Carroll was born in New York in 1949, and was educated first in Roman Catholic schools then the elite Trinity School before spells at Wagner College and Columbia University. His poetry, drug-fused and original, brought him into contact with the New York art scene of the 1970s where he mixed with the likes of Andy Warhol, Patti Smith, and Robert Mapplethorpe. By the late 1970s, he was starting to gain some success as a punk musician. His art, whether poetry or music, though was dominated by the influence of drugs. He died 11 September, aged 60. More biographical information can be found among the many obituaries such as at The Guardian and The New York Times. For an extensive list of other obituaries see The Catholic Boy.
Most commentators agree, however, that Carroll’s most enduring legacy is, or will be, The Basketball Diaries, first published by Tombouctou Books in 1978. This book - so called because Carroll was something of a teenage basketball star - is a collection of his diary entries made between the ages of 12 and 16. They are startlingly frank about his drug addiction and activities as a male prostitute. Jack Kerouac famously said of the book that ‘at 13 years of age, Jim Carroll writes better prose than 89% of the novelists working today’. However, some of the book’s fame today must surely be attributed to Scott Kalvert’s 1995 film of the same name, which starred Leonardo Di Caprio. A couple of first editions of the book can be found on Abebooks for upwards of £400.
Cassie Carter, writing on The Catholic Boy, her own website dedicated to Carroll, provides an interesting analysis of the book, and gives a number of extracts. Here’s a sample of her analysis: ‘. . . for Carroll, his diaries serve two interconnected purposes. As he imposes order upon the chaos of his life and transforms its ugliness into beauty, he is also assaulting the corrupt social order which made his life chaotic and ugly in the first place. Where the ‘establishment’ refuses to acknowledge its own depravity, Carroll sees corruption spreading like a cancer throughout society. And with New York City as ‘the greatest hero a writer needs,’ he highlights the cancer, laying bare ‘what's really going down’ in the streets and throughout his world. In disclosing this reality, he attempts to ‘get even for your dumb hatreds and all them war baby dreams you left in my scarred bed with dreams of bombs falling above that cliff I’m hanging steady to.’ ’

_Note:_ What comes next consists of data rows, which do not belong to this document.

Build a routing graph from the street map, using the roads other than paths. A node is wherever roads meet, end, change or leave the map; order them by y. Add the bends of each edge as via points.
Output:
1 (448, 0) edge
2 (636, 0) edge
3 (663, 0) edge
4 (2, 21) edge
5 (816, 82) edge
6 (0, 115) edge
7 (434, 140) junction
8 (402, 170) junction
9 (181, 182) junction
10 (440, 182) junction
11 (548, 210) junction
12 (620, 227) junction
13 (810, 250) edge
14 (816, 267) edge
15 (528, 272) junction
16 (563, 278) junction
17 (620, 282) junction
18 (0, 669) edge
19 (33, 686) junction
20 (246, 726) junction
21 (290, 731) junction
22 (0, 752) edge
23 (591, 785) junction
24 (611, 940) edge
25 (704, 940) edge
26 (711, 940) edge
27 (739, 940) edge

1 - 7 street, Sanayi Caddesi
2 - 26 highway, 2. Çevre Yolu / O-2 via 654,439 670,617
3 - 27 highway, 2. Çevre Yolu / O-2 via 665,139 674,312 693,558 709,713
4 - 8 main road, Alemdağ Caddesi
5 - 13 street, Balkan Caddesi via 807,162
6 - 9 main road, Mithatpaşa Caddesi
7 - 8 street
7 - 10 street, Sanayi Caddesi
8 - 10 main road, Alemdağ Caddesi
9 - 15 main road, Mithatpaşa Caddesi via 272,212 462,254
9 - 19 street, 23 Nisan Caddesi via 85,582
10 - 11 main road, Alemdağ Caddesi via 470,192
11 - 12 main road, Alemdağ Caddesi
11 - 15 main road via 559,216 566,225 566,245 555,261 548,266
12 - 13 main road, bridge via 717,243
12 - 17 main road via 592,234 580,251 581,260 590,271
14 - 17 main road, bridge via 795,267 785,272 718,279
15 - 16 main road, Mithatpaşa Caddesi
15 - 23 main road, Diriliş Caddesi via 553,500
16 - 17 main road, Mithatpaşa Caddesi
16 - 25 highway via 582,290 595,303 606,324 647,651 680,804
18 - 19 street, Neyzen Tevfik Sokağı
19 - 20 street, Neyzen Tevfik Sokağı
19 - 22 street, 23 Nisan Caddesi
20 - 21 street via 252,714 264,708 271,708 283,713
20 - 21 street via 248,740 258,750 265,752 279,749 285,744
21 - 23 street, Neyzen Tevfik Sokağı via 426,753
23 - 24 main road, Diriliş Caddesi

Here are two extracts taken from a Faber and Faber 1987 edition of Carroll’s The Basketball Diaries and The Book of Nods.
Winter 64
‘Today is our last Biddy League game of the year, but before it all the members of the Boys’ Club have to meet in front of the place to have some kind of memorial service for little Teddy Rayhill. He’s a member of the club that fell off the roof the other day while he was sniffing glue. The priest was making a speech about Teddy and tried to pawn off some story about him fixing a TV antenna when he fell off but no one swallowed that shit. In the middle of the service Herbie Hemslie and his gang started flinging bricks down from the roof across the street. Everybody had to clear out of the club while the cops chased after Herbie and his friends. After it was safe to go out again, everybody filed past Teddy’s closed casket and if you wanted to you said a prayer. If you didn’t want to I guess you just stood and felt shitty about everything.’
Winter 64
‘I never did write about the time I took my first shot of heroin. It was about two months back. The funny part is that I thought heroin was the NON-addictive stuff and marijuana was addictive. I only found out later what a dumb ass move it was. Funny, I can remember what vows I’d made never to touch any of that shit when I was five or six. Now with all my friends doing it, all kinds of vows drop out from under me every day. That day I went down the cellar of Tony’s building, all sorts of characters were in this storage room ‘shooting gallery’, cooking up and getting off. I was just gonna sniff a bag but Tony said I might as well skin pop it. I said OK. Then Pudgy says, ‘Well, if you’re gonna put a needle in, you might as well mainline it.’ I was scared to main, but I gave in, Pudgy hit it in for me. I did half a fiver and, shit, what a rush . . . just one long heat wave all through my body, any ache I had flushed out. You can never top that first rush, it’s like ten orgasms. After half hour of nods and slow rapping I shot the rest of the bag, this time myself. I was high even the next morning waking up. So, as simple as a walk to that cellar, I lost my virgin veins.’